The embedded control software is validated per FDA 21 CFR Part 11 requirements and aligned with ICH GCP and EU Annex 11 expectations. It implements role-based three-tier access control (Operator, Supervisor, Administrator), full electronic audit trail (including parameter changes, run start/stop, user logins, and error events), and digital signature capability for electronic records. Raw data—including voltage waveforms, current traces, temperature logs, and flow metrics—are stored in vendor-neutral CSV and HDF5 formats. The system supports export to LIMS via ASTM E1578-compliant interfaces and includes optional integration with MES platforms for batch record linkage and electronic batch manufacturing record (eBMR) generation.

Applications

• Clinical-scale non-viral gene editing: CRISPR-Cas9 RNP delivery for B2M, TRAC, or PDCD1 knockout in allogeneic CAR-T/NK development.
• mRNA-based cell programming: High-efficiency IVT-mRNA transfection for transient expression of chimeric antigen receptors, cytokines, or safety switches.
• Process transfer & tech transfer: Seamless scale-up from benchtop (X-Porator H1) to GMP pilot line (X-Porator M1) without re-optimization of critical quality attributes (CQAs).
• Automated closed-system workflows: Integration with upstream activation systems (e.g., magnetic bead-based stimulation) and downstream washing/concentration modules (e.g., Sepax or Elutra-compatible interfaces).
• Regulatory filing support: Pre-validated platform suitable for inclusion in IND/IMPD submissions; master file documentation available upon request per FDA Master File guidelines.

FAQ

Is the X-Porator M1 compliant with both US FDA and EU EMA GMP requirements?

Yes—the system design, qualification documentation, and software validation package align with ICH Q5A(R2), Q5D, Q7, and Annex 1 of the EU Guide to Good Manufacturing Practice for Medicinal Products.
Can the system be qualified for use in an ISO Class 5 cleanroom environment?
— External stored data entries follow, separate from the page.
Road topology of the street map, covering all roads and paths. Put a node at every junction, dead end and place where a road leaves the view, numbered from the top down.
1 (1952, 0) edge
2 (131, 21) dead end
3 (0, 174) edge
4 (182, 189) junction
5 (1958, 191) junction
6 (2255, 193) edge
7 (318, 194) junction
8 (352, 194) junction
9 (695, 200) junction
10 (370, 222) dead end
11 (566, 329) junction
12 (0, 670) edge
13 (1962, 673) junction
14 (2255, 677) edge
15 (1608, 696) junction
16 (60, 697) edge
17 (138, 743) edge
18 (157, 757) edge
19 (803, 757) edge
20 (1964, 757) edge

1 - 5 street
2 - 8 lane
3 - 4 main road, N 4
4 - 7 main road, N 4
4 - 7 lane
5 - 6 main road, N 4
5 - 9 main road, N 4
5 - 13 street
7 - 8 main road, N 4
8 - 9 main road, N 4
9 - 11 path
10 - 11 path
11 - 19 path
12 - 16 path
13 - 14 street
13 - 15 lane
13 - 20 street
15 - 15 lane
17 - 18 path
Yes—hardware materials, surface finish, and consumable packaging meet ISO 14644-1 Class 5 requirements; full cleanroom compatibility testing reports are included in the Installation Qualification (IQ) package.
Does the system support process analytical technology (PAT) integration?

Yes—via analog/digital I/O ports and OPC UA protocol support, enabling real-time integration with PAT tools such as inline viability probes, pH/O₂ sensors, and Raman spectrometers.
What regulatory documentation is provided with the system?

Standard deliverables include URS, FRS, DQ/IQ/OQ/PQ protocols and reports, 21 CFR Part 11 validation summary, GMP risk assessment (ICH Q9), and biocompatibility test certificates.
Is remote diagnostics and software update capability available?

Yes—secure TLS 1.2-enabled remote support channel (opt-in only), with firmware updates delivered through digitally signed packages verified via SHA-256 checksum and RSA-2048 signature validation.